As per the model’s substitution elasticity estimation, all the pair of energy and non-energy factors are estimated. The outcomes propose high substitutability between capital-petroleum, capital-electricity, labor-electricity, capital-natural gas, and natural gas-electricity, as well as petroleum-natural gas. This substitution clears that by raising the capital and energy production capacities; Pakistan has the potential to raise its energy security, economy, and environmental sustainability. The clean energy resources and production-controlled policies, including renewable energy vision-2025, vision-2035, CPEC, and INDC can lessen fuel import and significantly impact the economy. Moreover, the huge reserves of Pakistan’s coal and gas (28th and 29th in the world) are evidence of greater productivity and labor efficiency. This will benefit energy security, enhance the living standard, reduce costs, and increase employment. Moreover, the substitutability between capital and energy proposes that there is a growth in energy and technology, which will further lessen the subsidies for enhancing capital and labor. This will encourage investors to invest in lower energy-utilizing appliances, conserving energy, and supporting capital growth. Additionally, labor-electricity substitutability proved that the skills of labor and knowledge would grow energy conservation. Consequently, the outcomes of capital, electricity, labor, and natural gas are evident and there are further motivations for capital and labor in Pakistan.

(3)

Technical progress ($T{P}_{ab}$) is mainly input-driven and looks quite slow-changing between 3% and 7%. This presents that $\left(TP\right)$ between inputs factors (see Figure 4) could become efficient contributors to the economic development of Pakistan. Thus, from the future viewpoint, current results provide an optimal trend in $TP$, which is also consistent with the studies of Pakistan and China. Therefore, enhancing the relative differences in $TP$ of a particular input may control each factor.

(4)

Conclusively, there seem to be significant CO₂E mitigation advantages of inter-fuel substitution in Pakistan in the range of 7.5 and 10.43 Mt under scenario 1 and 7.0 and 10.9 Mt under the 10% investment scenario 2. The results further present that employing huge domestic energy resources could benefit living standards and balance the economy. Thus, based on the results, a few important policies for Pakistan are as follows.

First, energy-saving policies on various kinds of fuel would affect the higher use of kinds of fuel (i.e., petroleum to renewable or natural gas), and this will have no negative impact on the level of economic progress. This is why: Pakistan has abundant domestic energy reserves, for example, 3000–3300 sunshine hours in a year, 28th and 29th world’s largest coal and natural mines. As per Visions 2025–2035, Pakistan has dedicated China to enhancing energy using domestic resources, such as coal, solar, wind, bio, and gas. This is because Pakistan comes in the top 25 countries to enhance economic growth, which is increasing its energy accessibility from 60–90% to its population and mitigating pollution by 2025. Simply, policy-makers in Pakistan have the leverage of imposing taxes and a small share of fossils to the huge fuel consumers without a negative impact on the economy.
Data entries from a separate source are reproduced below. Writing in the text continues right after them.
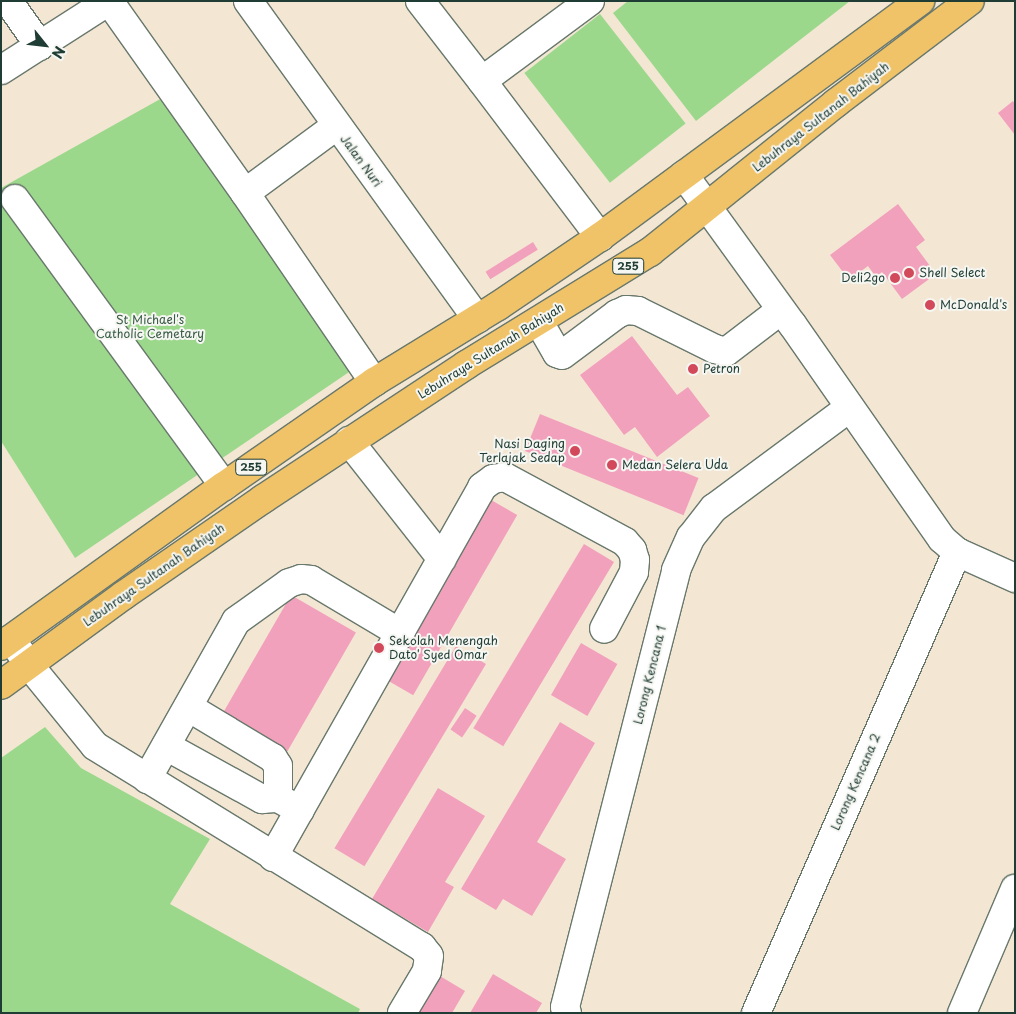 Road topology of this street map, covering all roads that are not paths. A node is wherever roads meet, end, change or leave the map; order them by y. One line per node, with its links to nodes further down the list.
1 (8, 1): 8 (street)
2 (109, 1): 8 (street); 13 (street)
3 (248, 1): 11 (street, Jalan Nuri)
4 (420, 1): 10 (street)
5 (590, 1): 10 (street)
6 (920, 1): 12 (main road, 255)
7 (970, 1): 15 (main road, Lebuhraya Sultanah Bahiyah / 255)
8 (40, 46): 9 (street)
9 (1, 70)
10 (482, 81): 16 (street)
11 (336, 126): 13 (street); 18 (street, Jalan Nuri)
12 (684, 175): 15 (street); 16 (main road, 255)
13 (245, 193): 20 (street)
14 (15, 199): 23 (street)
15 (706, 208): 17 (street); 19 (main road, Lebuhraya Sultanah Bahiyah / 255)
16 (600, 237): 18 (main road, 255)
17 (781, 310): 19 (street); 21 (street)
18 (477, 319): 20 (main road, 255)
19 (539, 322): 22 (main road, Lebuhraya Sultanah Bahiyah / 255)
20 (374, 382): 23 (main road, 255)
21 (849, 408): 24 (street); 39 (street, Lorong Kencana 1)
22 (349, 441): 25 (street); 30 (main road, Lebuhraya Sultanah Bahiyah / 255)
23 (224, 486): 29 (main road, 255)
24 (957, 552): 26 (street); 40 (street, Lorong Kencana 2)
25 (442, 559): 27 (street); 28 (street)
26 (1015, 578)
27 (604, 629)
28 (400, 633): 32 (street); 35 (street)
29 (6, 642): 30 (street)
30 (29, 665): 31 (main road, Lebuhraya Sultanah Bahiyah / 255); 34 (street)
31 (1, 686)
32 (188, 707): 33 (street); 35 (street)
33 (166, 746): 34 (street); 35 (street)
34 (147, 779): 36 (street)
35 (289, 804): 36 (street)
36 (273, 857): 38 (street)
37 (1015, 889): 41 (street)
38 (402, 1013)
39 (567, 1013)
40 (756, 1013)
41 (962, 1013) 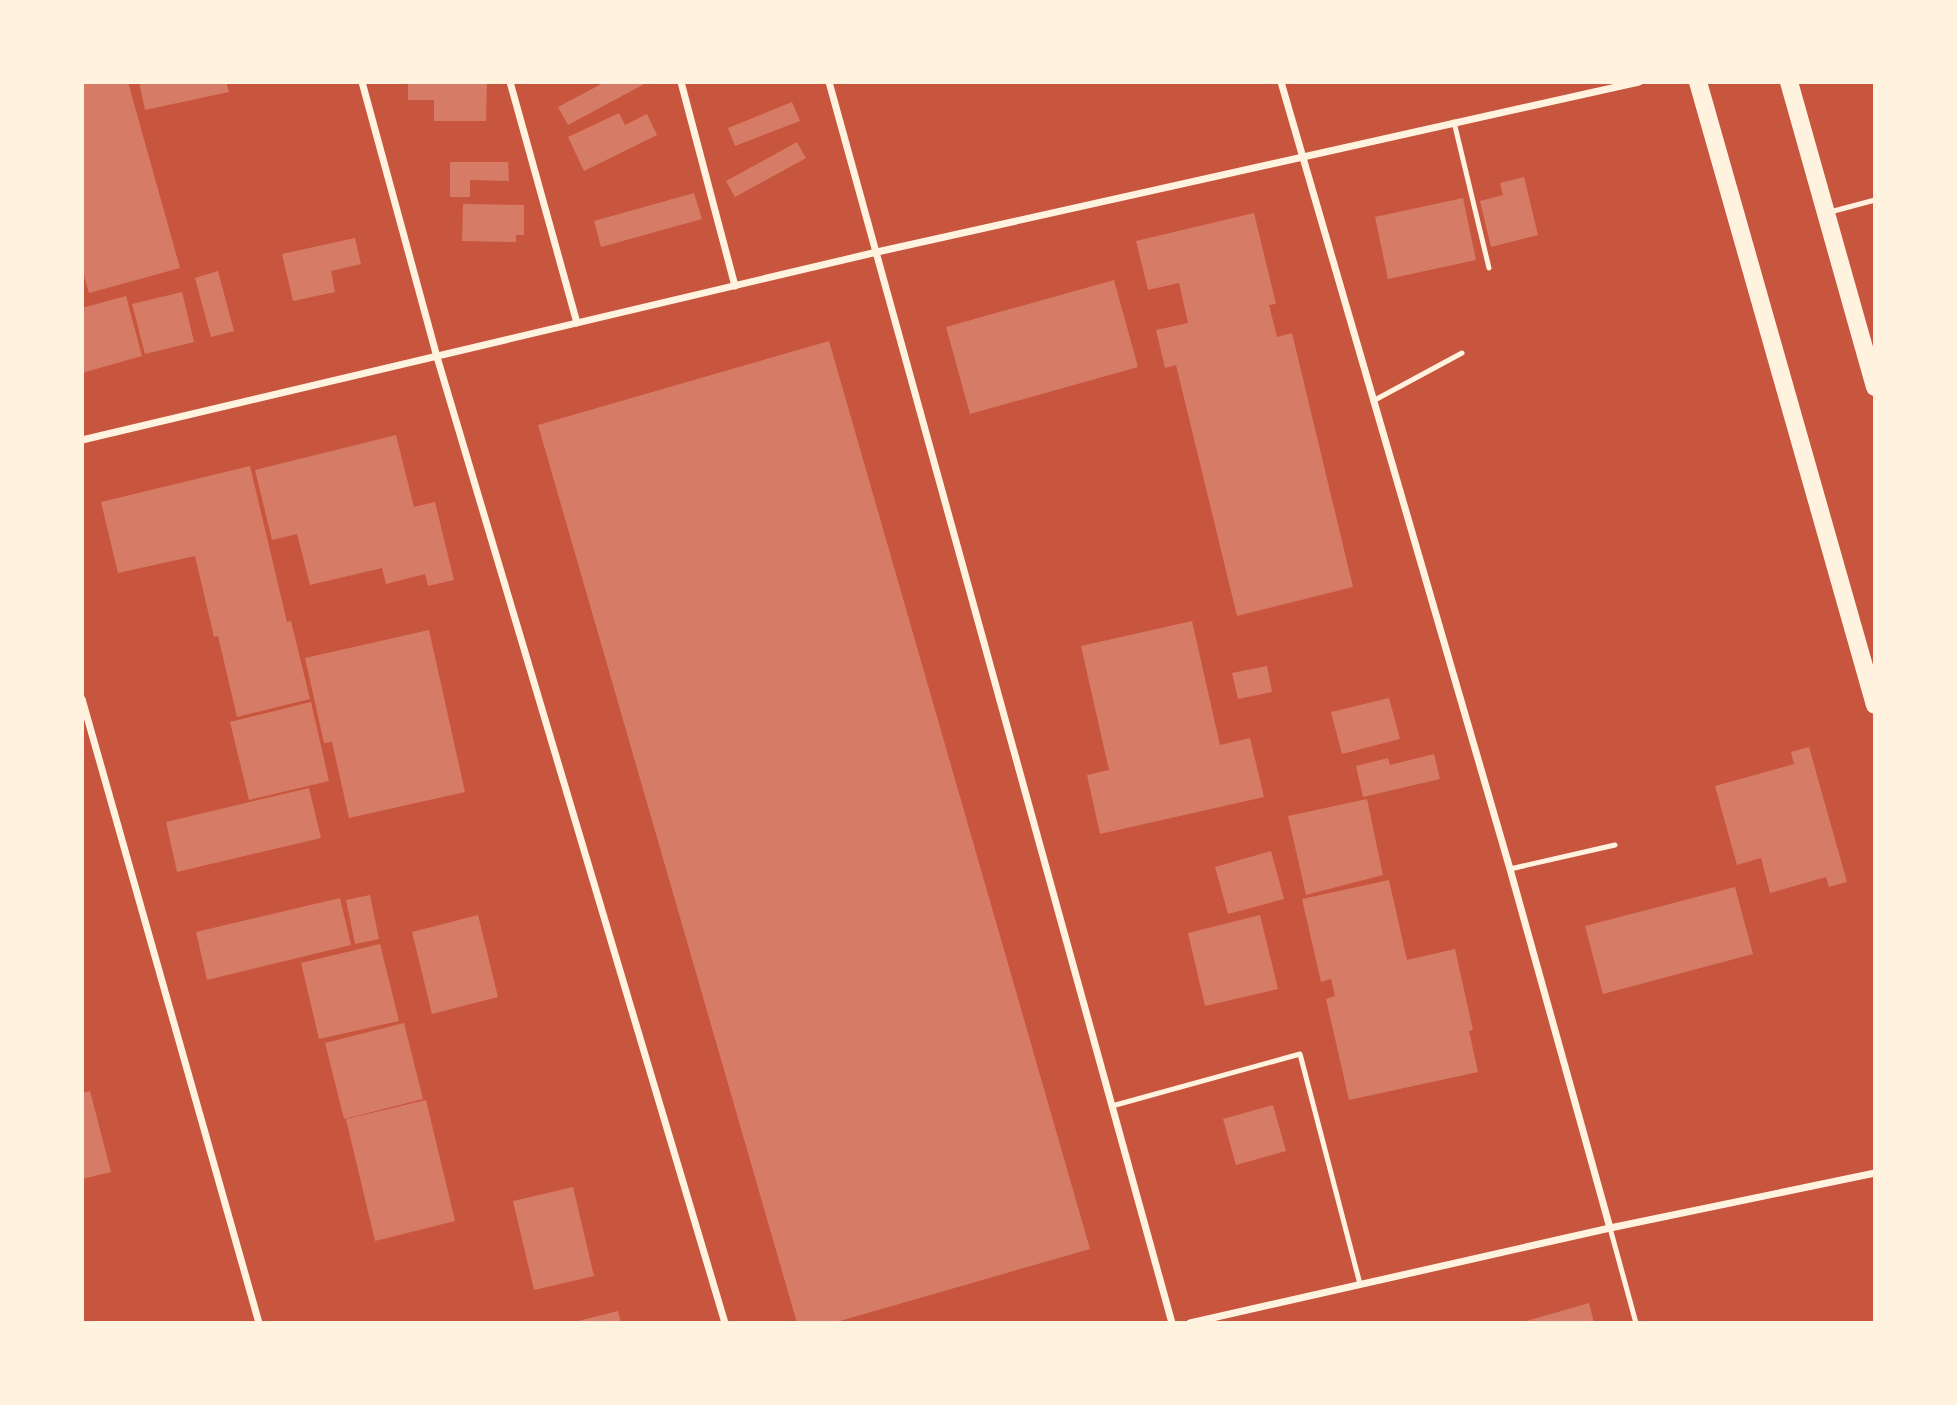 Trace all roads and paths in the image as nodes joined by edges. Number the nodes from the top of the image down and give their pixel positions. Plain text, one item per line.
1 (362, 82) edge
2 (510, 82) edge
3 (681, 82) edge
4 (829, 82) edge
5 (1281, 82) edge
6 (1639, 82) edge
7 (1698, 82) edge
8 (1789, 82) edge
9 (1454, 122) junction
10 (1301, 156) junction
11 (1875, 200) edge
12 (1826, 213) junction
13 (877, 252) junction
14 (1489, 268) dead end
15 (735, 286) junction
16 (577, 323) junction
17 (1462, 353) dead end
18 (437, 357) junction
19 (1875, 387) edge
20 (1373, 401) junction
21 (82, 440) edge
22 (82, 699) edge
23 (1875, 705) edge
24 (1615, 845) dead end
25 (1510, 869) junction
26 (1112, 1106) junction
27 (1875, 1173) edge
28 (1610, 1228) junction
29 (1360, 1284) junction
30 (259, 1323) edge
31 (725, 1323) edge
32 (1172, 1323) edge
33 (1190, 1323) edge
34 (1636, 1323) edge

1 - 18 street
2 - 16 street
3 - 15 street
4 - 13 street
5 - 10 street
6 - 9 street
7 - 23 main road
8 - 12 main road
9 - 10 street
9 - 14 lane
10 - 13 street
10 - 20 street
11 - 12 lane
12 - 19 main road
13 - 15 street
13 - 26 street
15 - 16 street
16 - 18 street
17 - 20 lane
18 - 21 street
18 - 31 street
20 - 25 street
22 - 30 street
24 - 25 lane
25 - 28 street
26 - 29 lane
26 - 32 street
27 - 28 street
28 - 29 street
28 - 34 lane
29 - 33 street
Second, the commercial and industrial size (based on fossil fuels) should be made smaller. Smaller industries should be brought into the market (based on modern technology) to raise production capacity with lower energy consumption.

Finally, slower TP and biased nature of technical variation suggest that Pakistan has vast productivity for lessening CO₂Es by improving energy proficiency via novelty in different energy technologies, particularly gas, electricity, and petroleum. Overall, this study, based on the production function, provides energy substitution and the TP in enhancing the economic situation of Pakistan. Furthermore, the model has provided vast ecological advantages through substitution possibilities and suggested maximum mitigation potential for the future if technical advancements are implemented using different energy-related techniques.